Belarus remains unlikely to join the war because its forces cannot guarantee a Russian victory, while their participation would destabilize Belarus and leave Lukashenko without leverage vis-a-vis Moscow. The Belarusian armed forces total just around 48,000 combat personnel and are poorly equipped and inexperienced. This force is widely believed incapable of altering the trajectory of the war by successfully attacking Ukraine alongside Russian forces — even if Belarus conducts mobilization to bring tens of thousands of poorly motivated additional soldiers into the war. Lukashenko would likely only consider joining the war if he believed his forces could actually ensure a decisive Russian victory and force Kyiv to accept the loss of its territory, and, ideally, prompt some sort of pro-Russian regime change in Kyiv. But Lukashenko likely does not believe his forces could accomplish this, and it is unclear what Putin could offer to convince Lukashenko to bring Belarusian troops into the war.

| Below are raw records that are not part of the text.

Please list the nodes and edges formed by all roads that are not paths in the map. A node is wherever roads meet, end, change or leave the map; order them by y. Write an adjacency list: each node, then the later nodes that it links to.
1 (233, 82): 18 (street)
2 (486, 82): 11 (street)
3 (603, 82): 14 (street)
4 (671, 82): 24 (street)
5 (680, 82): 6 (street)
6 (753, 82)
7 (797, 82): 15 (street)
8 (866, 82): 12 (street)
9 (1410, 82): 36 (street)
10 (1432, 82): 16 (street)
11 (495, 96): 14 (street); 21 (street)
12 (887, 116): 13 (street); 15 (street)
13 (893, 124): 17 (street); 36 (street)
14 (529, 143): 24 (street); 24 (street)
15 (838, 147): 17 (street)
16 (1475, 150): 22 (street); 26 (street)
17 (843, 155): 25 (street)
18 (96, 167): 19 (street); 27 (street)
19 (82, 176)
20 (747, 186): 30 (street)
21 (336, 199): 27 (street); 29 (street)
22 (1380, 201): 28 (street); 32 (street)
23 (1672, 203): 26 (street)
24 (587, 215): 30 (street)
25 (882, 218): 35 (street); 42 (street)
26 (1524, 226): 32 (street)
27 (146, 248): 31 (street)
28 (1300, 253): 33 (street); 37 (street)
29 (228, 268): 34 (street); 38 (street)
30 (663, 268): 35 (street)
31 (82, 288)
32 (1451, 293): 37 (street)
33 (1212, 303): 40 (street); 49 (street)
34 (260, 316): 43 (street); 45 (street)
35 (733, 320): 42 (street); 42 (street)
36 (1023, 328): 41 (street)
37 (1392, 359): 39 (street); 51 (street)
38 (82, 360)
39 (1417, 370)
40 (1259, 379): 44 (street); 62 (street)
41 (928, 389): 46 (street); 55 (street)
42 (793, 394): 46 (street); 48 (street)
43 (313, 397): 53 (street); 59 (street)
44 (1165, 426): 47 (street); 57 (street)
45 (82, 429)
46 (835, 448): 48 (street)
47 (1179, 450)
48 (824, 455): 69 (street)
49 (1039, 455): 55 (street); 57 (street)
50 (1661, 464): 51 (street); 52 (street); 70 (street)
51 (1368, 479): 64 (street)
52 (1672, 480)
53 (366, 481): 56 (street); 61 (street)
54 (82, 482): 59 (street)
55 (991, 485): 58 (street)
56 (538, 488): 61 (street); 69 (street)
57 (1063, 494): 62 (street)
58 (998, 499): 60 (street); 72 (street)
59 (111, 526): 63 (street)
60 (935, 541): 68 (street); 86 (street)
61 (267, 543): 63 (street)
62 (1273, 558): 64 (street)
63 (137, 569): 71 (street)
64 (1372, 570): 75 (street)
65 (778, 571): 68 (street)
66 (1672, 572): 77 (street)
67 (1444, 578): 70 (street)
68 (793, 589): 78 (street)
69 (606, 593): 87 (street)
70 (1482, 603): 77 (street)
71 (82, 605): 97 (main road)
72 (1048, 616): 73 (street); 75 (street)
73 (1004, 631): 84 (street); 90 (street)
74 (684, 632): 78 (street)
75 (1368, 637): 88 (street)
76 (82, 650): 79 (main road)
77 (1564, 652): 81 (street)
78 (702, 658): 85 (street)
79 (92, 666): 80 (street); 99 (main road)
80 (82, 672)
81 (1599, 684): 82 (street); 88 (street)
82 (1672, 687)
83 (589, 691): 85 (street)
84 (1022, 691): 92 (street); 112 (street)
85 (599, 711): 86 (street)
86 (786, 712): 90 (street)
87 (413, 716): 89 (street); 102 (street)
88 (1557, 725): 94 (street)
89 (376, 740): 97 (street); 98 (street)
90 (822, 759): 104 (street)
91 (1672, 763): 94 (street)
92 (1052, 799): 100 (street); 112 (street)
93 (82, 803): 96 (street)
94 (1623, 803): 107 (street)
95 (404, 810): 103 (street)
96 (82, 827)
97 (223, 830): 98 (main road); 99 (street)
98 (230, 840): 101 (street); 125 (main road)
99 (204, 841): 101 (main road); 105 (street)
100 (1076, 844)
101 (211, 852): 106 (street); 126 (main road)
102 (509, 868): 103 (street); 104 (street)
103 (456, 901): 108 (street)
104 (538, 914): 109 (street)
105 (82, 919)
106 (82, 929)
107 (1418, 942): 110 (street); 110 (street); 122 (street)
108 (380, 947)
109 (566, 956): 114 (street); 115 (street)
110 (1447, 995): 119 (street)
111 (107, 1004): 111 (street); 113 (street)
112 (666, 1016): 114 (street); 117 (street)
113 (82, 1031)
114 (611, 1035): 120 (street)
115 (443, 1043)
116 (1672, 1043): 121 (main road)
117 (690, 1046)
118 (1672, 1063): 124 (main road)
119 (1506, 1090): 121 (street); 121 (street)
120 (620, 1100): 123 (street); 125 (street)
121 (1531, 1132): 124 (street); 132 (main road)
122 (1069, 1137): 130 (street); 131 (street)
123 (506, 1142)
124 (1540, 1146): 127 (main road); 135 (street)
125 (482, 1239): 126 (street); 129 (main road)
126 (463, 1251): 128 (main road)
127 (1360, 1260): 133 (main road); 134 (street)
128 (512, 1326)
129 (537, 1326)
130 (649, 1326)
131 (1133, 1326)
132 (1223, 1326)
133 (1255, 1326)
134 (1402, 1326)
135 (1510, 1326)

Coercion of Lukashenko — by, for example, withholding economic support or forcing Belarus into the war — would likely only further destabilize Lukashenko's regime, and make keeping Belarus in Moscow's orbit more politically tenuous and expensive. Lukashenko is only likely to bring his country into the war if he believes it's necessary to preserve his own regime (and, by extension, Putin's) and ensure a Russian victory, but both of these conditions are currently unsatisfied and will likely remain so. Therefore, Minsk and Moscow are likely to engage in provocative military deployments and maneuvers in Belarus and possibly even false-flag attacks on its own soil to increase the perceived threat, but Belarus remains unlikely to join the war because the potential benefits are extremely limited, while the risks for Minsk and Moscow are enormous.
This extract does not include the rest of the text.